Monday, April 14, 2008

Tax day

It's that time of year again, and unless you're one of the very different, very rich, your thoughts may run to the great disparity in income between our fellow Americans. It's no secret that a Guy like John Paulsen, the Hedge Fund manager will make three and a half billion, or that he has a whole world of tax breaks and loopholes that you don't. That would pay about a hundred thousand High School teachers or perhaps 50,000 Associate Professors. That would pay for a thousand supermodels like Gisele Bündchen.

It's no secret that entertainers like 50 Cent make over 30 million or that Oprah earns something like a quarter billion in a year or that the incomes of the upper, upper crust have been expanding significantly of late -- but it's not that I begrudge any of them who make all that money honestly. The root of my unease and for most of us, is that the earned incomes of the vast majority of Americans has been stagnating for at least a decade when inflation is factored in. My discontent has a bit to do with the fact that because of various loopholes, US corporations are subject to nearly the lowest tax burden of any nation; 61% payed no taxes at all at a time when corporate earnings have been trending up and up. That includes 39% of large corporations and that includes defense contractors like KBR who benefit hugely from no-bid Iraq War contracts and make use of Cayman Island shell corporations to avoid US taxes.

With personal bankruptcy and foreclosures multiplying like bacteria in a rotting apple, the news that the tax burden on individuals is climbing while the burden on corporations is declining is making many Americans reach for the bottle of Tums as they struggle to get those forms into the mail by tomorrow.

Perhaps instead of analyzing every word of Clinton and Obama: spending days and nights fantasizing who is the better bowler or about what he meant by this or she meant by that, we should remember what their opponent and his party means when we're signing that check.

3 comments:

d.K. said...

Didn't Dick Cheney preside over KBR (in its former more odious incarnation) while much of it moved (on paper anyway) off shore to avoid giving any of its obscene profits from no-bid contracts back to the very government it fleeced? In which case, it must be ok to do that, right?

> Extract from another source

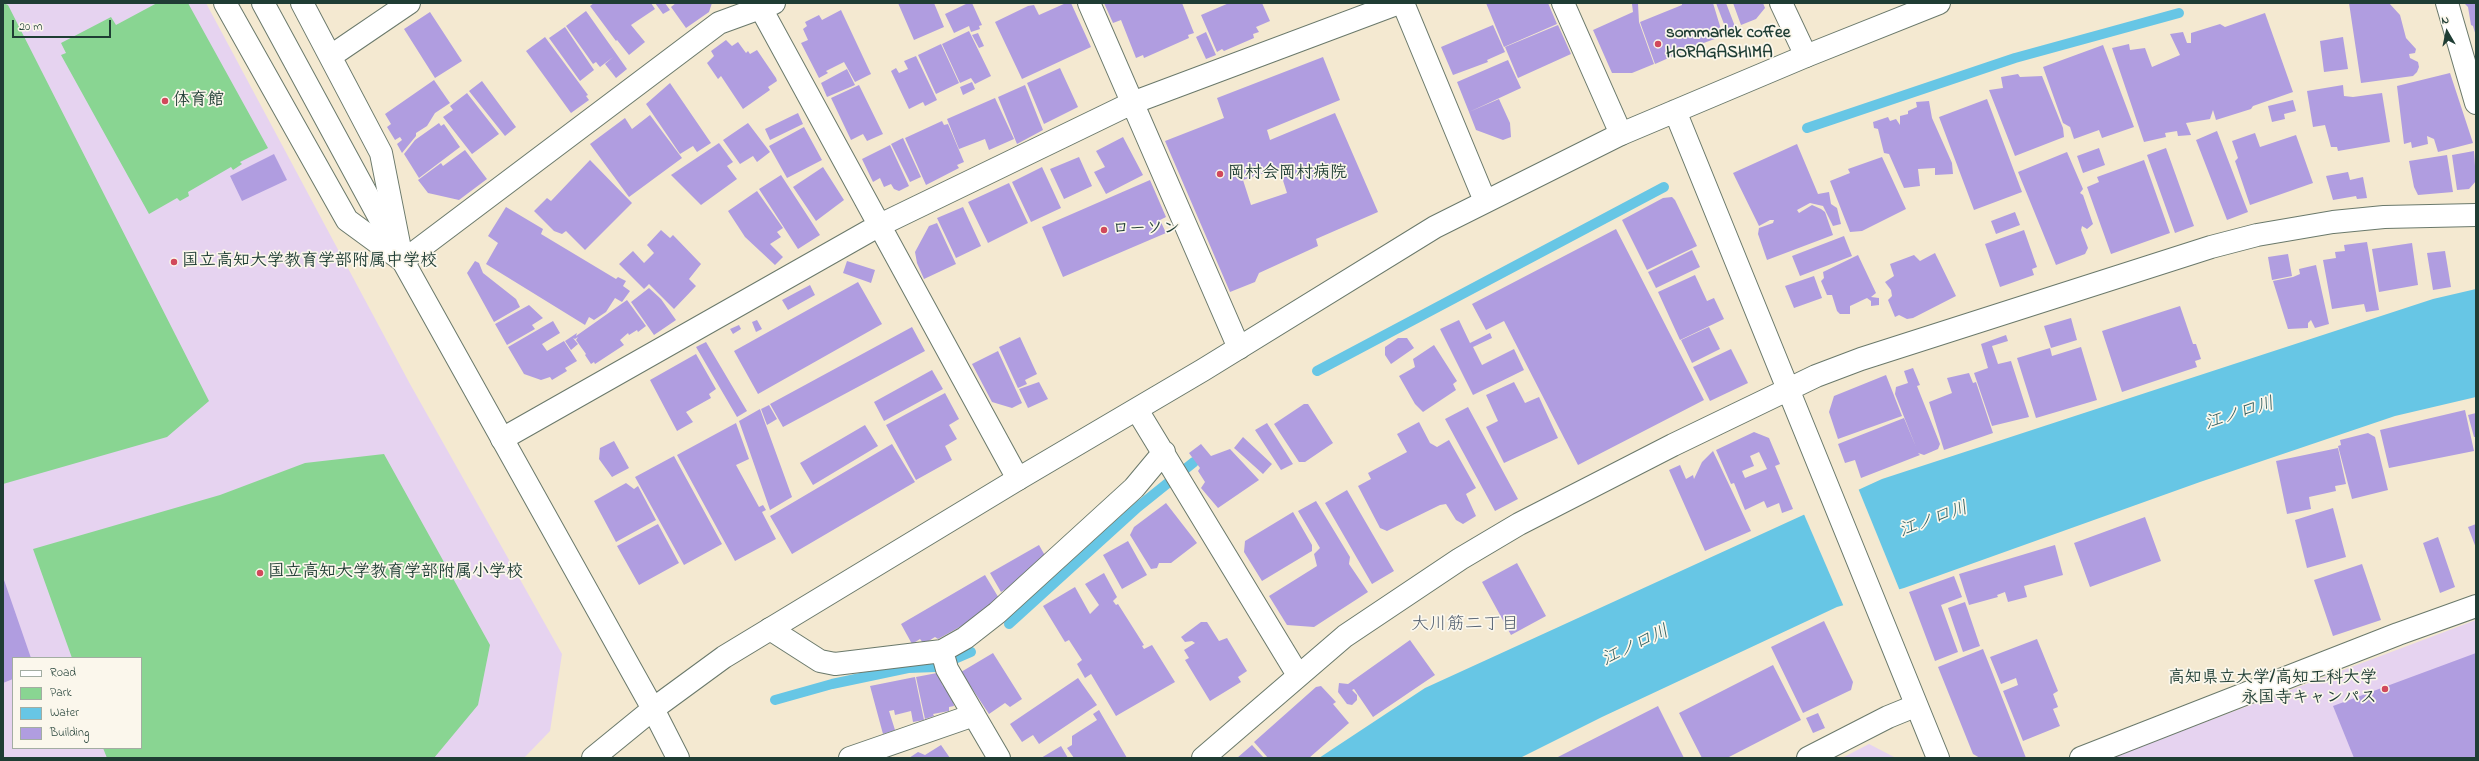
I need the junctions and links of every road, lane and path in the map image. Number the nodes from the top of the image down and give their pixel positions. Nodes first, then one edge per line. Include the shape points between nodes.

The Future Was Yesterday said...

"the earned incomes of the vast majority of Americans has been stagnating for at least a decade when inflation is factored in. "
It's more like "have been in retreat for at least a decade", because inflation shouldn't be a sole gauge of wage gains/losses. There's also the increased taxes (often called fees now) that have to be taken into account, that the folks who measure "inflation" don't take into account.

Capt. Fogg said...

Whatever his Highness says is OK (he reads this, you know)

TFWY

Yes, you're right. Buying power has gone down for the average Joe, but that $300 will turn everything around, don't you think?